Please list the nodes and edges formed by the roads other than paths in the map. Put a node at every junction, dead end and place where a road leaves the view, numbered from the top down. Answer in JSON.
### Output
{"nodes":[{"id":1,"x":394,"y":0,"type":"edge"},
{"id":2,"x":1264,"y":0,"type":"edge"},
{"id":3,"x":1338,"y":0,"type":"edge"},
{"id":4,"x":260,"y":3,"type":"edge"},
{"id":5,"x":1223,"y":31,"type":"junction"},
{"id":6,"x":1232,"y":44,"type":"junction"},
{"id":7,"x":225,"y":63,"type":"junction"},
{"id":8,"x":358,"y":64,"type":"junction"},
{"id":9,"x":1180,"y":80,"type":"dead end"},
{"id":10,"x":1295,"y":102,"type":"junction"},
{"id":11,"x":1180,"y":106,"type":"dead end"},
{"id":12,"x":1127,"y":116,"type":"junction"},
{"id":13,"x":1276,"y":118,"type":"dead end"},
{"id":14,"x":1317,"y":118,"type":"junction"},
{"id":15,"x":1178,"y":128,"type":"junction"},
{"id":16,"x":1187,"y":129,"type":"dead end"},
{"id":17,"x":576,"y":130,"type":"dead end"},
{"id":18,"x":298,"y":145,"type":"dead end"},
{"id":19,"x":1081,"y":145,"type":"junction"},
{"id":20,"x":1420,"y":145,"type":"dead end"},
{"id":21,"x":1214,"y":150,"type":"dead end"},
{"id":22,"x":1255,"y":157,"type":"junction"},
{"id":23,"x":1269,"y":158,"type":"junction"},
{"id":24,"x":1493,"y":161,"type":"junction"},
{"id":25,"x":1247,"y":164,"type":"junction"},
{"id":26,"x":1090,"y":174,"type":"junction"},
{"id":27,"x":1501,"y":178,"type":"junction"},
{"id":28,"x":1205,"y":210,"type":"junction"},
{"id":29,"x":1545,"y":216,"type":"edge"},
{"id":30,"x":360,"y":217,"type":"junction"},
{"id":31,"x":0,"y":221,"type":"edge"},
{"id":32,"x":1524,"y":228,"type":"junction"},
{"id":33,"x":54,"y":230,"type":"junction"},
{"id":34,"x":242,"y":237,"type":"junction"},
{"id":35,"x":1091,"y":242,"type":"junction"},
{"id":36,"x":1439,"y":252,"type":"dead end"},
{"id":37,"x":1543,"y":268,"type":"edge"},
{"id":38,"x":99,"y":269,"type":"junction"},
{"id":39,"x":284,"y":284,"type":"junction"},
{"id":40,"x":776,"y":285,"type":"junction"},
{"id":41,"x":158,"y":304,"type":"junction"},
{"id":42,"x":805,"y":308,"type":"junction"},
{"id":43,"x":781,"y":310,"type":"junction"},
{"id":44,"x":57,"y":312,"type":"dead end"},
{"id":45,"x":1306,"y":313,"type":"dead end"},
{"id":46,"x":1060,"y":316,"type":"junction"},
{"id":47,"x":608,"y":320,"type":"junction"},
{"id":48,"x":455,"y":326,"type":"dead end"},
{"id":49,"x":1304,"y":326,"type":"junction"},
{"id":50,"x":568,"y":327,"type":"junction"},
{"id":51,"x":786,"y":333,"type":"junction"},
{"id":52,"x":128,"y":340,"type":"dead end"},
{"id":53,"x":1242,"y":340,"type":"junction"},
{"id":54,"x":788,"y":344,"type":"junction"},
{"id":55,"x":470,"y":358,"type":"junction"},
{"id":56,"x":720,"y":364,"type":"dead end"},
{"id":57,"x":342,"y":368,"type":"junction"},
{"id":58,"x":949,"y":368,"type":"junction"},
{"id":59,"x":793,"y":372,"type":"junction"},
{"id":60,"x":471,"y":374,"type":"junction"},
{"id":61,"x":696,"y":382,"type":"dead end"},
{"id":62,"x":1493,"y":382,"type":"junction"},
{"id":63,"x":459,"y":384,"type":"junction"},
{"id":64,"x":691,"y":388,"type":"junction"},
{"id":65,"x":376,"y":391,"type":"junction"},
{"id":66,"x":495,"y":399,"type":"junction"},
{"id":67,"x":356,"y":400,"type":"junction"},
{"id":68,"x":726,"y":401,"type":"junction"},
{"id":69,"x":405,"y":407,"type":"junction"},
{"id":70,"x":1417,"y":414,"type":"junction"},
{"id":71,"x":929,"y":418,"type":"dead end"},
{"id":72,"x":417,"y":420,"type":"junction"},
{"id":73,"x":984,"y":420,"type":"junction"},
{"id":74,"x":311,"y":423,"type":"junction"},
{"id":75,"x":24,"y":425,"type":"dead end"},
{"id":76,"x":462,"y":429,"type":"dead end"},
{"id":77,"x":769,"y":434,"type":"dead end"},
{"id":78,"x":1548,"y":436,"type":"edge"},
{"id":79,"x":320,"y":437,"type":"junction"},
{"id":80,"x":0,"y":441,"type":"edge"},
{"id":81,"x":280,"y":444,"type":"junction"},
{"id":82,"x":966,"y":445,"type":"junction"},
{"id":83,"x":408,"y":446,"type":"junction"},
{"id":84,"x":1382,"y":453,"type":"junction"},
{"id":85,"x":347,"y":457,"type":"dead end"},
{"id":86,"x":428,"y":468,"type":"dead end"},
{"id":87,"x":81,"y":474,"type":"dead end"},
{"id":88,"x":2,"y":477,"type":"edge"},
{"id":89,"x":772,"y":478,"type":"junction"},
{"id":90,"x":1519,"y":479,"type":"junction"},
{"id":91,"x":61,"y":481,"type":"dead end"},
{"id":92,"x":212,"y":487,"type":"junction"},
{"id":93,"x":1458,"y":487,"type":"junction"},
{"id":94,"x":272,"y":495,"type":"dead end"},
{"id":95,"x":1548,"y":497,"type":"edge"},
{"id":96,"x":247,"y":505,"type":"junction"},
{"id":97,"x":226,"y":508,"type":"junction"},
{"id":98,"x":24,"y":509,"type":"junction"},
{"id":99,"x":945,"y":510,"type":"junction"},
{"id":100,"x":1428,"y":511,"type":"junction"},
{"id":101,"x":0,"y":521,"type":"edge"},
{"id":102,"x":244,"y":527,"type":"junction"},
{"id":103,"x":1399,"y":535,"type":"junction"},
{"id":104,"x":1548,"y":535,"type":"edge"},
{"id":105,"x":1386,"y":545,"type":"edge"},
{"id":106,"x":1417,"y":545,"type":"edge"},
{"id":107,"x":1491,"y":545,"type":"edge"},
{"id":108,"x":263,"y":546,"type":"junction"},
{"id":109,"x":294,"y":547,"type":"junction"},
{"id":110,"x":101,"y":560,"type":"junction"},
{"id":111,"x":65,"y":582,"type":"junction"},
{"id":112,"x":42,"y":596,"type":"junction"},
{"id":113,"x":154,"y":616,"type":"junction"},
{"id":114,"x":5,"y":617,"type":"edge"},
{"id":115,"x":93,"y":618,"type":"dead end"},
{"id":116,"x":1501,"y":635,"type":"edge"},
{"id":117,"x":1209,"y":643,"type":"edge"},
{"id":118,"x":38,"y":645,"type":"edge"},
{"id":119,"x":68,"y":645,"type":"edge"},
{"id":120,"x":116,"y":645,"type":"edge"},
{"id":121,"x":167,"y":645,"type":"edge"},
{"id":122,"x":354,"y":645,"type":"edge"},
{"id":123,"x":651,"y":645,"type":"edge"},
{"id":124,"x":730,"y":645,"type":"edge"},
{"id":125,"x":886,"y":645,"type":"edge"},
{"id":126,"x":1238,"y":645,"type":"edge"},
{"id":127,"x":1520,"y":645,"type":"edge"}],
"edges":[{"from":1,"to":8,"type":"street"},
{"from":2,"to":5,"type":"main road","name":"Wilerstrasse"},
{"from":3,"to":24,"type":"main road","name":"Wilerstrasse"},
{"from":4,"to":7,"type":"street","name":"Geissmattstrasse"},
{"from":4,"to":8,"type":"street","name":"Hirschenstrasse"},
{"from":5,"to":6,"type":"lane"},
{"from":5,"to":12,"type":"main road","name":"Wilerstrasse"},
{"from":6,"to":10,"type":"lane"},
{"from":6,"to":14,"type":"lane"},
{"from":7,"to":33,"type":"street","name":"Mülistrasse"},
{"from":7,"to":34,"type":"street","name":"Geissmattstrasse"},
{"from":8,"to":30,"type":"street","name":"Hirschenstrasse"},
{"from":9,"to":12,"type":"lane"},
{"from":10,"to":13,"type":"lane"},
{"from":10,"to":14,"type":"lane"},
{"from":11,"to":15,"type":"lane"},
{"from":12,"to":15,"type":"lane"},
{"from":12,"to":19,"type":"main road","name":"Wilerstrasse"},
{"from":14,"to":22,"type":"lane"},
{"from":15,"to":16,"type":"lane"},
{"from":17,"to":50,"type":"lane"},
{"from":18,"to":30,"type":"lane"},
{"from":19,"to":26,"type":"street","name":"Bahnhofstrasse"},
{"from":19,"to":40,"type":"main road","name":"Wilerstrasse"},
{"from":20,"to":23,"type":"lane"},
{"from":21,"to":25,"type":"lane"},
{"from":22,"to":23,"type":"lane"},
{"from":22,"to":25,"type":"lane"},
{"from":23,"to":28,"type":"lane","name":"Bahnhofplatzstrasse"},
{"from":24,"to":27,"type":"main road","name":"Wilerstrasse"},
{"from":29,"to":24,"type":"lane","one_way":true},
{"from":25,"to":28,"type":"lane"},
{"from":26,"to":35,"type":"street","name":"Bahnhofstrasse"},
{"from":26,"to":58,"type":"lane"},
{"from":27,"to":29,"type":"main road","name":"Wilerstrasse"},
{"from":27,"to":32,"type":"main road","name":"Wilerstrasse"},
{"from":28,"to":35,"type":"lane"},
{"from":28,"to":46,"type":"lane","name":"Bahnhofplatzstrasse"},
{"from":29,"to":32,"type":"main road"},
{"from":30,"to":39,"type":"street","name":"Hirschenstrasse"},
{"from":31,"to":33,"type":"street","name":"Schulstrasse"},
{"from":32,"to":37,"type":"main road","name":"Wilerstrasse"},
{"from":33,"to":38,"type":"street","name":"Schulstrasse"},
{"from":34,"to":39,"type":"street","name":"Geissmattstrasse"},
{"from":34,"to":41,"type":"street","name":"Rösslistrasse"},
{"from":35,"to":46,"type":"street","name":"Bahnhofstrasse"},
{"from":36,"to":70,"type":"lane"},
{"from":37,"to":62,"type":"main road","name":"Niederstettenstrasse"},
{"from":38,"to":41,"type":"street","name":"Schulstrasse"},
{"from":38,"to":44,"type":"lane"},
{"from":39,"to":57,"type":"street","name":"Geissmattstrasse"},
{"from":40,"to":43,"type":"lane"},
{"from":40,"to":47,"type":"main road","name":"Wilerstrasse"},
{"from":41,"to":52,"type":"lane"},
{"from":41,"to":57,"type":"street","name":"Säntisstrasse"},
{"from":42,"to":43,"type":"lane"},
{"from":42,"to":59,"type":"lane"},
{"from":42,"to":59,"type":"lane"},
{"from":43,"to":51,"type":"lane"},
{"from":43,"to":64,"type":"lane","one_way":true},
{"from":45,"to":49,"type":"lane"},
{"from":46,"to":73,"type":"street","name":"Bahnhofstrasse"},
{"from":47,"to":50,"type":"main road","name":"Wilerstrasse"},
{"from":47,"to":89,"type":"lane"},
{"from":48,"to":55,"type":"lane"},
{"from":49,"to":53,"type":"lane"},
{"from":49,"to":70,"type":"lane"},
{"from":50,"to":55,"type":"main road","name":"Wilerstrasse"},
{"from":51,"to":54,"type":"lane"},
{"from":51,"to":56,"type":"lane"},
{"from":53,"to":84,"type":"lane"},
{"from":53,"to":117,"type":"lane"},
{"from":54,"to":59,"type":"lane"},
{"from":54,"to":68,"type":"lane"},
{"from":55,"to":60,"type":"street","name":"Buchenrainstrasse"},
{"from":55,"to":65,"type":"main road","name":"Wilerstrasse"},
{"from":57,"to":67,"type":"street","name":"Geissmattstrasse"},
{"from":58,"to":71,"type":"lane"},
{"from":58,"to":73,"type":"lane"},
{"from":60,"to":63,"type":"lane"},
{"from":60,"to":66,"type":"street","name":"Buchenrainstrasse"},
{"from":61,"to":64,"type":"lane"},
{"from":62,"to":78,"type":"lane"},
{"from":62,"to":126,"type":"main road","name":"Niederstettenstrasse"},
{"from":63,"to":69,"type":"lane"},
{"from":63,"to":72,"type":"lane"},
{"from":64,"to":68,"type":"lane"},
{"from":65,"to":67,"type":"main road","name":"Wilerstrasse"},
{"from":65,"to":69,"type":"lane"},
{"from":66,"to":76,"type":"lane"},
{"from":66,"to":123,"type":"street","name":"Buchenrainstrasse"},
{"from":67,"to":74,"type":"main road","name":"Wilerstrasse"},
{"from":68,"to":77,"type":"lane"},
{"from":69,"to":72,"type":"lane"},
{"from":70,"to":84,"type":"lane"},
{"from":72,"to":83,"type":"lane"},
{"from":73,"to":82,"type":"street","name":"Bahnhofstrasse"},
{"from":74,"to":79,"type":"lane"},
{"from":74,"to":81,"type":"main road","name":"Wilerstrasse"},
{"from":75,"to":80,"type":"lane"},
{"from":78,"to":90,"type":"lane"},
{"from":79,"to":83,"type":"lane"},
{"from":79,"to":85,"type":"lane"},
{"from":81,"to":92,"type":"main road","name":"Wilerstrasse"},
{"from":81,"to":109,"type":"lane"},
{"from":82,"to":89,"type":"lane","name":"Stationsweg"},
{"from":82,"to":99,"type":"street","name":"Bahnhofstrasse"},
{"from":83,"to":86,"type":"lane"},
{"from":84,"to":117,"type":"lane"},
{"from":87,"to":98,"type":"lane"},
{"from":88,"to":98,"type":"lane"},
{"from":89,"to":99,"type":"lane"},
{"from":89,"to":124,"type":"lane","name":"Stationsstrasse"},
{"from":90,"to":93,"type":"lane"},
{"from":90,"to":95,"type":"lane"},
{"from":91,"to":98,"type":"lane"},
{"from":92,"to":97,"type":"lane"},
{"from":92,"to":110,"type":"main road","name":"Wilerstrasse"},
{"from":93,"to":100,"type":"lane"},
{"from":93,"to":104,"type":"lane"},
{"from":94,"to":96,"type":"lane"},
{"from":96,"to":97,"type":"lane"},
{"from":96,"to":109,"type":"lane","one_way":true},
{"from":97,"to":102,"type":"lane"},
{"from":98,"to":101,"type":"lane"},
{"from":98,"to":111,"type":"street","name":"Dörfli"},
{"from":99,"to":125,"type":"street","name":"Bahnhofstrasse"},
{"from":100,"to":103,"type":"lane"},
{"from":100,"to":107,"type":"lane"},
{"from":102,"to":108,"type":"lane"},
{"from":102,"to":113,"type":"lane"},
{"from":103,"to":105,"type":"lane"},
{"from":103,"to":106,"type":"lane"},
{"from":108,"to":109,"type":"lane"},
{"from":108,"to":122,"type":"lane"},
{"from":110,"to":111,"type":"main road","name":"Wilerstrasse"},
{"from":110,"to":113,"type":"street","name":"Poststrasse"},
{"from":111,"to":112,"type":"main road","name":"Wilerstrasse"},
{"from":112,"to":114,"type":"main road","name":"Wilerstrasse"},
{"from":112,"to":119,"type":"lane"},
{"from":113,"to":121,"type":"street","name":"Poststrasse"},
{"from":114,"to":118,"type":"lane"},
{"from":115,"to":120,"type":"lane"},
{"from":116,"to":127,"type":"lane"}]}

----

=== Instructions to follow ===
The lines to copy are those in the listing that contain the word "edges".

=== Response box ===
Please list the nodes and edges formed by the roads other than paths in the map. Put a node at every junction, dead end and place where a road leaves the view, numbered from the top down. Answer in JSON.
"edges":[{"from":1,"to":8,"type":"street"},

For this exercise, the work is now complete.